GM to buy self-driving car kit start-up for $1bn

11 Mar 2016

General Motors (GM) is making its latest bid to corner the future self-driving car market, announcing it’s to buy Cruise, a start-up that develops kits that can turn any car into a self-driving one.

While billions of dollars is being pumped into researching the technology behind self-driving cars, it seems GM is looking to add another string to its already impressive bow of strategic decisions to secure its place as a leading self-driving car developer.

The car manufacturer piqued considerable interest at the beginning of this year when it announced it was going to invest $500m in the ride-sharing company Lyft to help develop a fleet of self-driving cars for the service.

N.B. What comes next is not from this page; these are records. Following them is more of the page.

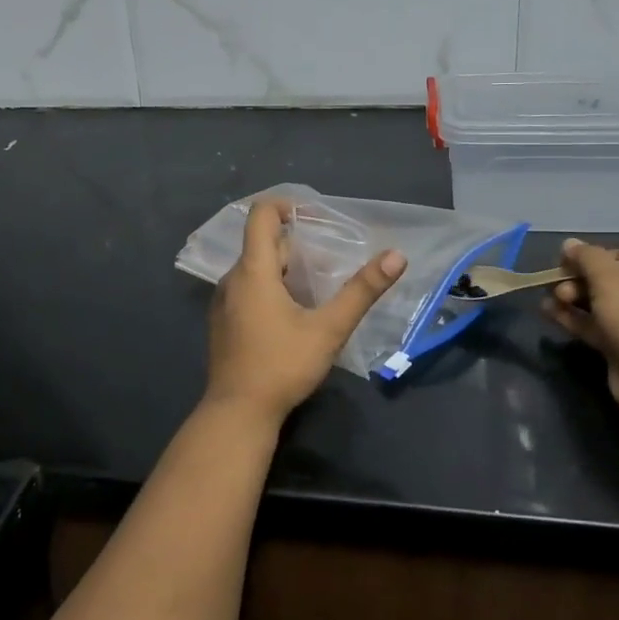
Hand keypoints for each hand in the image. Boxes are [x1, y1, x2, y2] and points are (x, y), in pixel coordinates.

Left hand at [204, 200, 406, 425]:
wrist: (237, 413)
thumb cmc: (282, 366)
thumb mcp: (329, 328)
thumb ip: (362, 291)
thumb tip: (396, 256)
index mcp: (253, 271)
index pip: (260, 215)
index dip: (286, 206)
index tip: (315, 217)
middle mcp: (232, 279)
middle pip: (264, 245)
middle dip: (299, 248)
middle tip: (332, 266)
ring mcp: (223, 302)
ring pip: (257, 270)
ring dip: (286, 271)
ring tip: (319, 292)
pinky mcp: (223, 323)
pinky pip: (248, 291)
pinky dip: (271, 290)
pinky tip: (294, 317)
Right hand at [540, 239, 618, 416]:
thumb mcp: (611, 279)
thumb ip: (587, 258)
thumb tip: (569, 243)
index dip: (594, 258)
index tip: (566, 261)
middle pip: (614, 282)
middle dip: (580, 282)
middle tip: (557, 284)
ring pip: (604, 307)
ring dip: (574, 300)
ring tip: (548, 297)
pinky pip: (600, 329)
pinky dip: (576, 320)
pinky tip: (549, 312)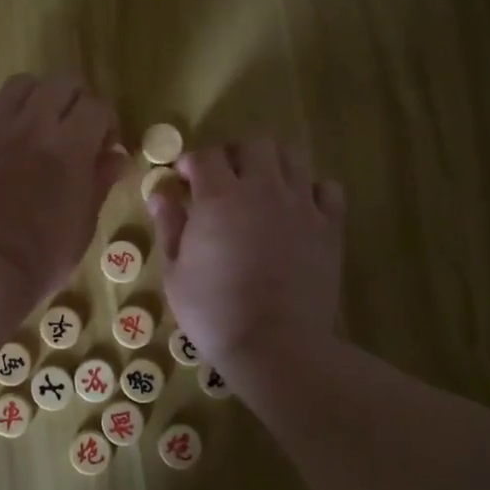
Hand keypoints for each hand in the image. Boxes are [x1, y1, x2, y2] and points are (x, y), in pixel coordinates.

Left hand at [0, 74, 124, 304]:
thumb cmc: (44, 255)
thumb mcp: (84, 222)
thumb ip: (100, 182)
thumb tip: (117, 158)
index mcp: (70, 145)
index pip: (97, 106)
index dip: (107, 123)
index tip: (106, 147)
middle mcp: (34, 125)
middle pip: (61, 83)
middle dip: (76, 101)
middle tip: (77, 130)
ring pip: (20, 84)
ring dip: (37, 97)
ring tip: (39, 123)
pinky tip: (0, 129)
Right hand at [146, 140, 345, 372]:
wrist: (276, 345)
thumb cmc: (214, 312)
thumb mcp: (175, 273)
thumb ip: (169, 226)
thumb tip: (160, 194)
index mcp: (219, 197)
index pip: (206, 156)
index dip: (191, 162)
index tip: (183, 180)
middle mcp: (263, 189)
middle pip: (255, 144)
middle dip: (235, 154)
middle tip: (223, 179)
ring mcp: (301, 206)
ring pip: (293, 157)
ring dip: (273, 165)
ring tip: (261, 188)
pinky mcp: (329, 227)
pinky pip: (327, 189)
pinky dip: (312, 190)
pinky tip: (298, 209)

Now, according to Fortune, GM is willing to double this investment to $1bn for the purchase of the three-year-old start-up Cruise which has taken a very different approach to self-driving cars.

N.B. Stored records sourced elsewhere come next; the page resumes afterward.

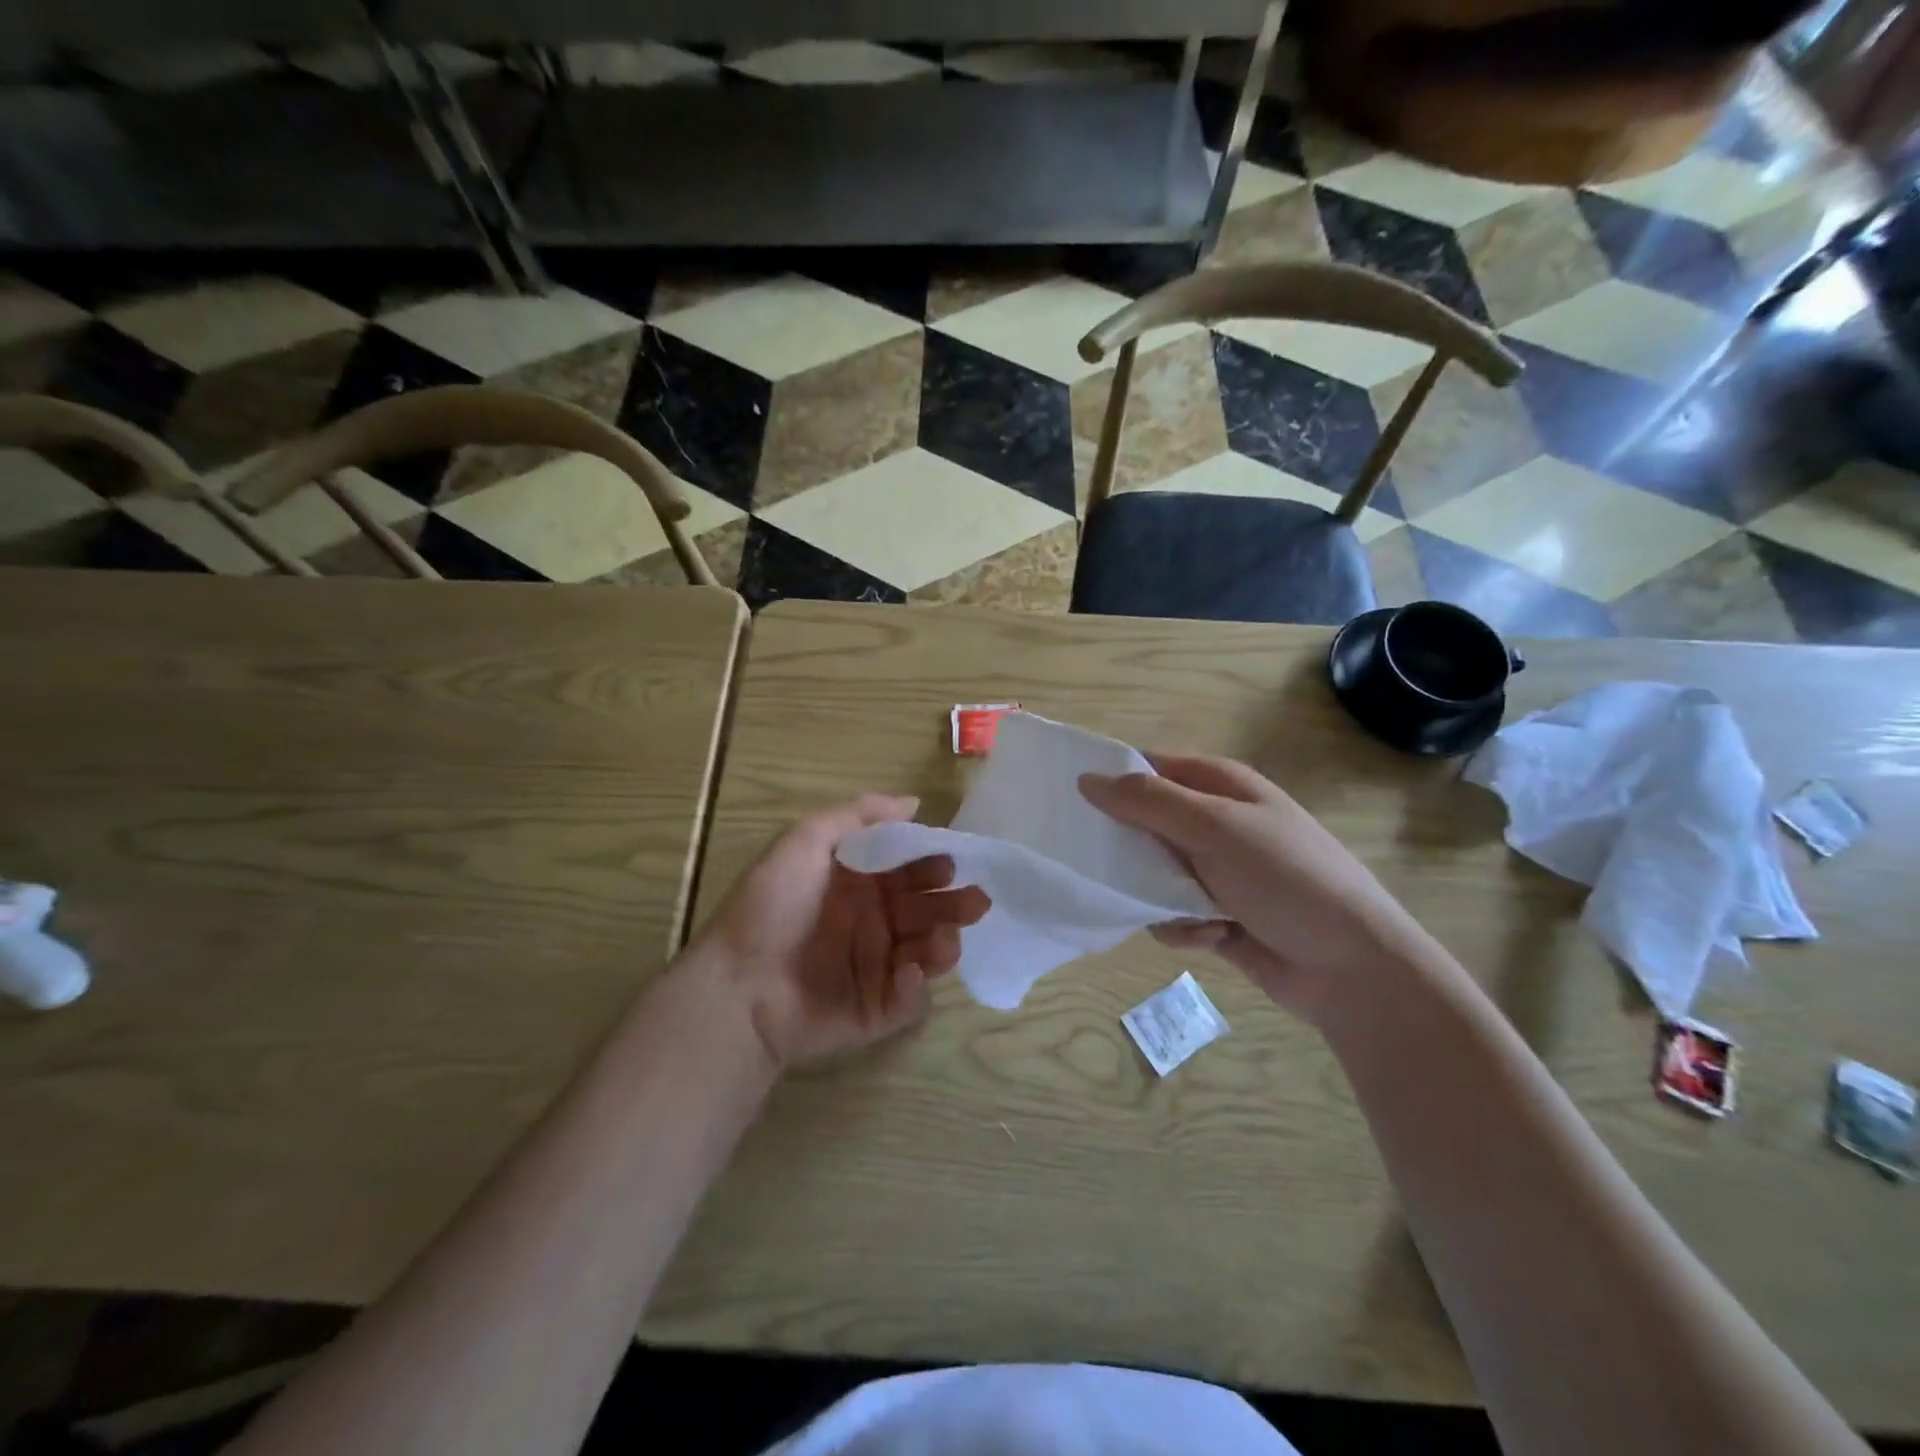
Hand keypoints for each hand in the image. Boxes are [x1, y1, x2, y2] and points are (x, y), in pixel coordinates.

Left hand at [691, 794, 990, 1068]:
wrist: (738, 987)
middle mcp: (869, 925)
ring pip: (924, 952)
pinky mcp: (874, 1012)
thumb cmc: (772, 906)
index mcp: (854, 886)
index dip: (930, 865)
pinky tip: (910, 972)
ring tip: (947, 937)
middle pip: (923, 911)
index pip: (905, 871)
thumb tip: (912, 802)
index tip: (949, 862)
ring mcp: (873, 969)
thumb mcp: (804, 841)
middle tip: (975, 901)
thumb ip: (857, 815)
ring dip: (944, 942)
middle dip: (952, 903)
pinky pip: (907, 998)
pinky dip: (916, 986)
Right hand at [1080, 755, 1424, 1021]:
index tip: (1074, 803)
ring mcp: (1218, 872)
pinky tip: (1211, 937)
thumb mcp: (1218, 829)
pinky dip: (1183, 927)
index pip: (1150, 768)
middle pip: (1145, 824)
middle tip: (1113, 866)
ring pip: (1152, 874)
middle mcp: (1216, 824)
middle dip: (1130, 849)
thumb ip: (1150, 802)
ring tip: (1184, 910)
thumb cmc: (1288, 881)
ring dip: (1158, 896)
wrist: (1353, 968)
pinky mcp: (1217, 917)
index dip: (1114, 780)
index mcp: (1221, 787)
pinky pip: (1172, 915)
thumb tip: (1086, 779)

Rather than build a self-driving car from the ground-up – like Google or Apple – Cruise develops retro-fitting kits that can allow certain cars to become self-driving cars after its kit is installed into the car.

Getting a self-driving car on the road quicker

GM snapping up self-driving car start-ups might not be surprising given that some market analysts have predicted that start-ups will lead future autotech, rather than major manufacturers.

Once the takeover is completed, it’s more than likely that the retrofitting of cars is not of interest to them, but it would rather integrate Cruise’s technology within its own range of cars.

After all, if GM could add this technology into cars within the next few years or so, it will likely be ahead of the competition by some distance.

Speaking of the deal, Cruise’s founder, Kyle Vogt, is rather enthusiastic about where its technology goes from here.

“We believe this is the best path forward to implement cruise tech at a massive scale … this is a groundbreaking and necessary step toward rapidly commercialising autonomous vehicle technology,” he said.

The deal for the company is likely to close sometime by the conclusion of Q2 this year, GM says.